Self-adhesive electronic skin for ultra-sensitive healthcare monitoring

Due to their excellent mechanical properties and high tensile strain sensitivity, conductive hydrogels show great potential applications in the fields of artificial intelligence and human-machine interaction. The integration of reliable resilience, excellent viscosity and high strain sensitivity is a great challenge for conductive hydrogels. Here, inspired by human skin with a layered structure, glycerol was first introduced into a dual-network structure to prepare a hydrogel with hydrogen bonds, endowing the hydrogels with high resilience and adhesion. A mixture of graphene oxide and carbon nanotubes was sprayed on the hydrogel as a conductive layer to achieve high strain sensing. Then, a hydrogel with good toughness and high resilience was prepared by in situ polymerization as an elastic layer. Benefitting from its unique crack response mechanism, the integrated sensor showed high sensitivity (gauge factor = 20). Additionally, it presented a wide strain range (0-300%), super adhesion (56.9 N m(-1)) to pigskin with similar elastic modulus to the human body, and low hysteresis.
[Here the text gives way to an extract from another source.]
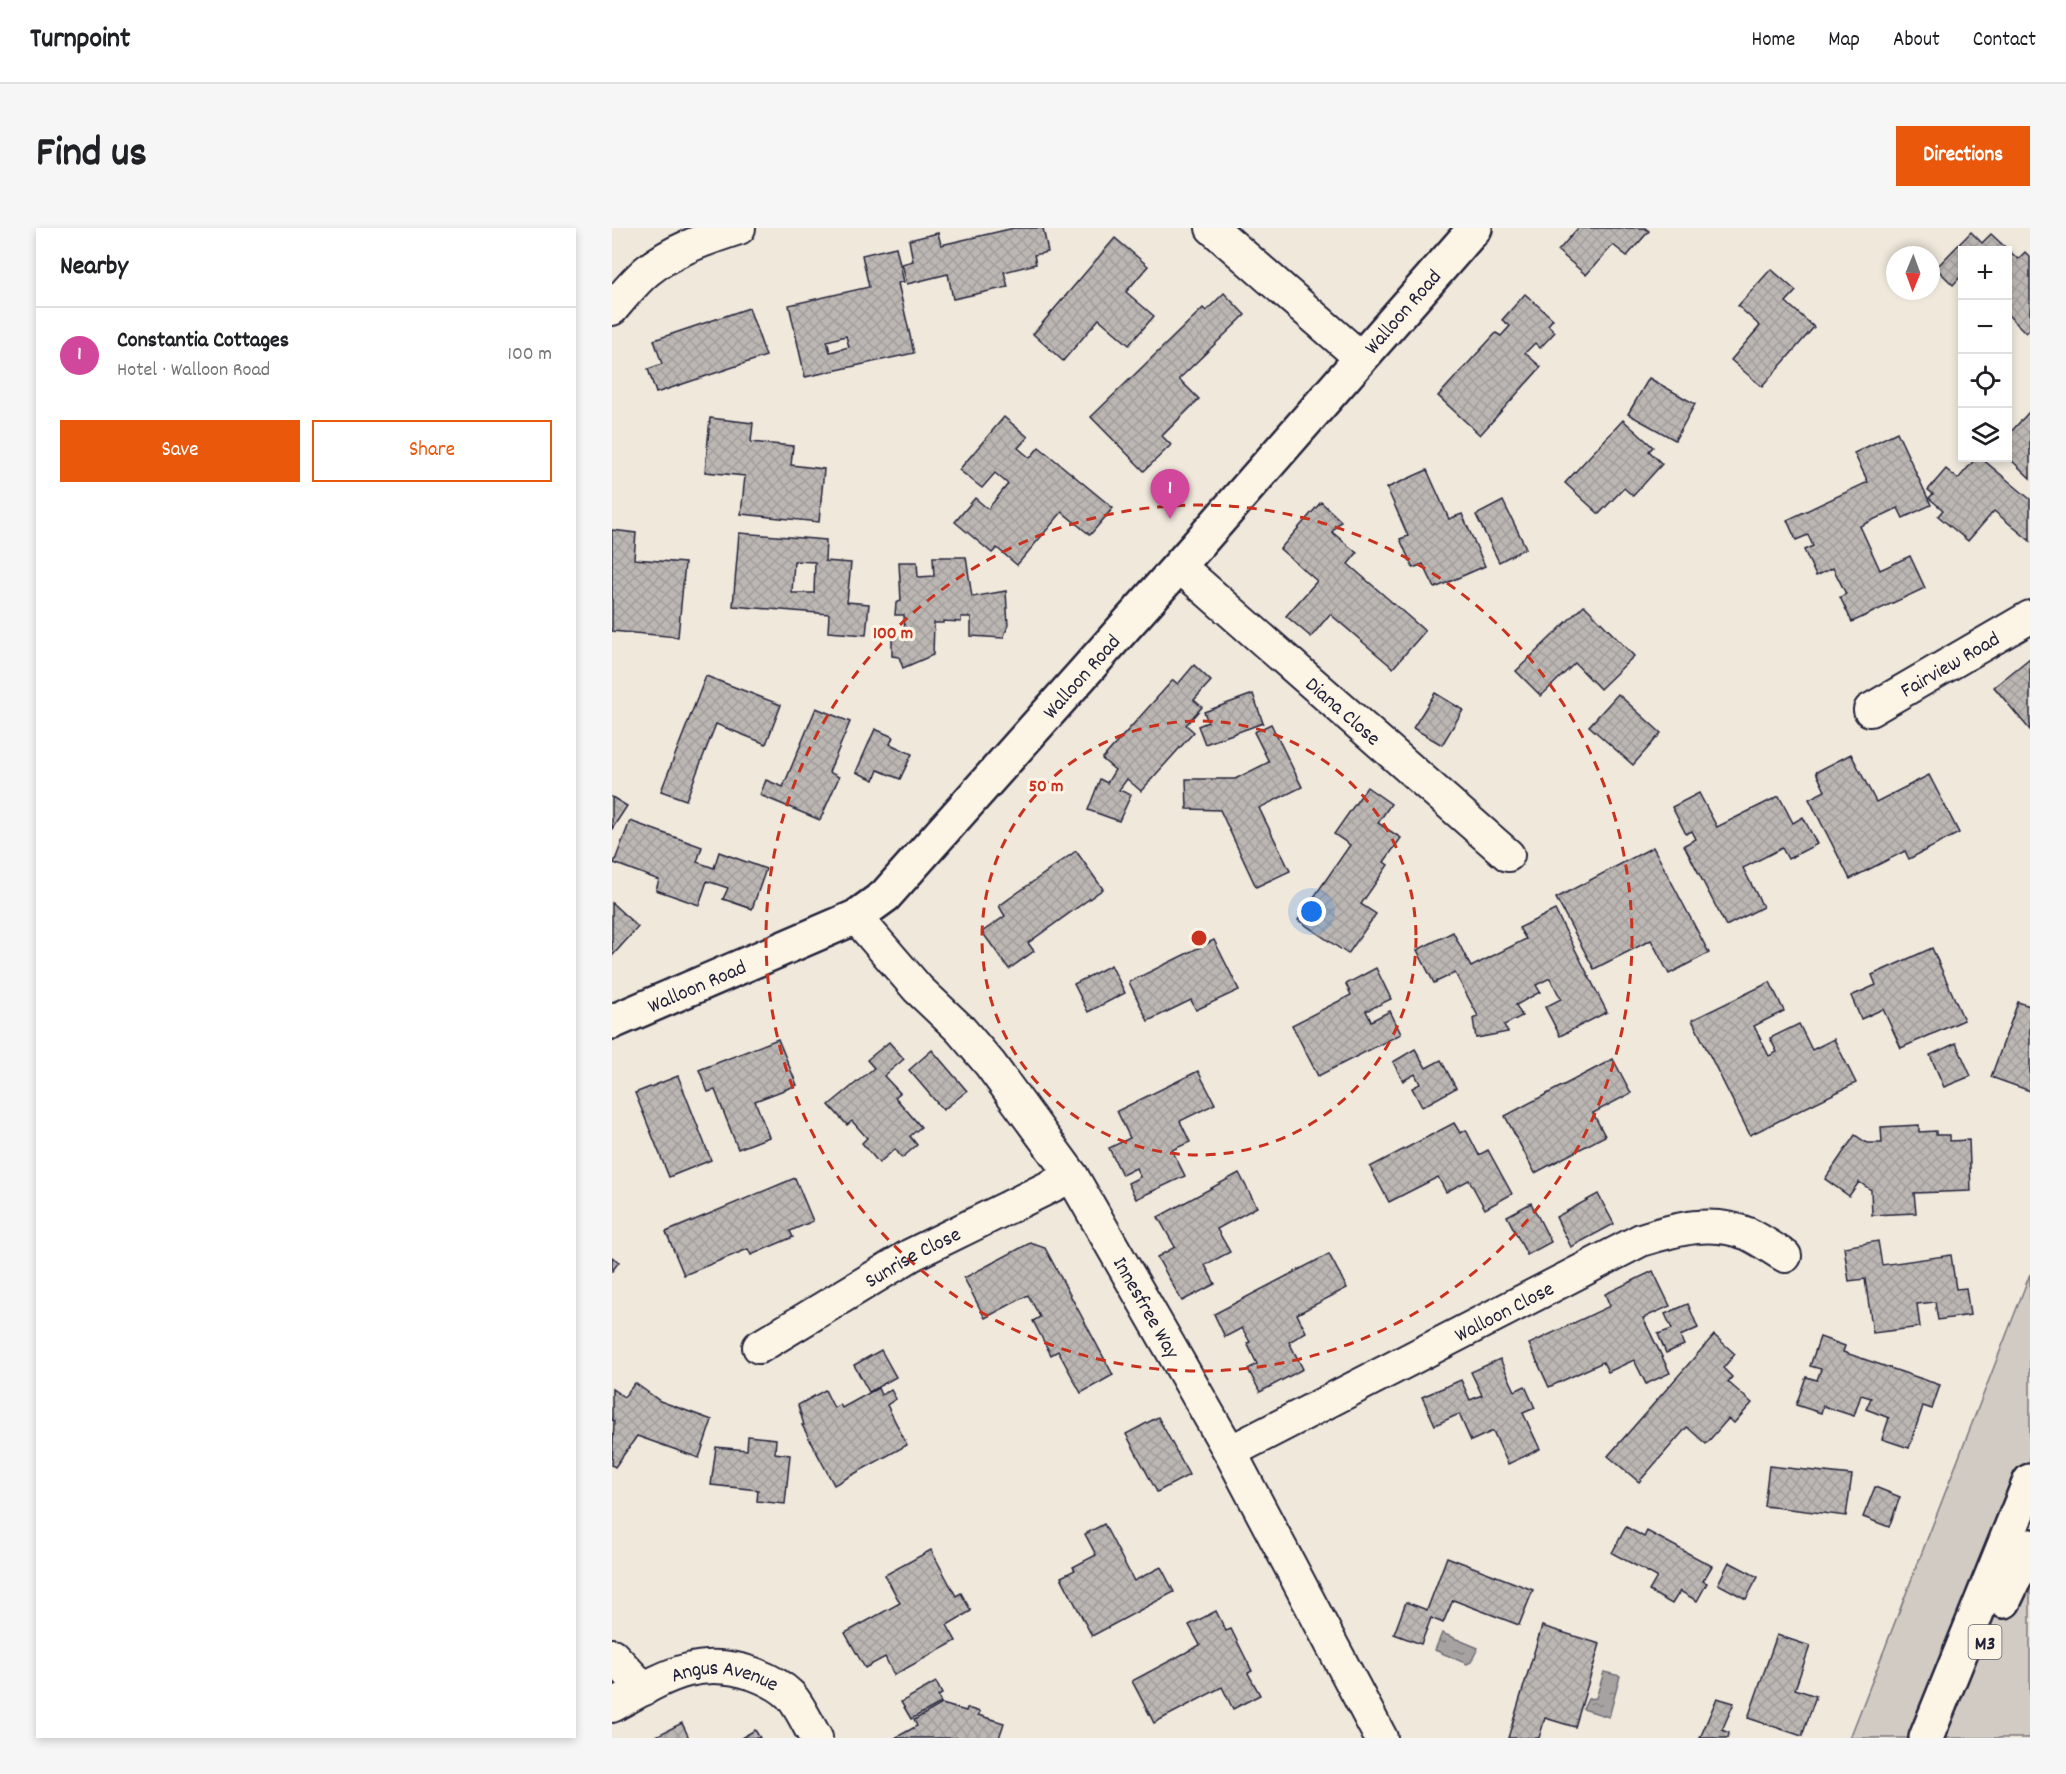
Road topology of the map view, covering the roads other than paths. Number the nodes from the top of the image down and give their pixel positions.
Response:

This study provides a feasible solution for the improvement of wearable electronic devices for healthcare monitoring.

Automated summary

In this study, a hydrogel with high resilience and adhesion was prepared by introducing glycerol into a dual-network structure. A conductive layer of graphene oxide and carbon nanotubes was sprayed on the hydrogel to achieve high strain sensing. The integrated sensor showed high sensitivity, wide strain range, and good adhesion, providing a feasible solution for improving wearable electronic devices for healthcare monitoring.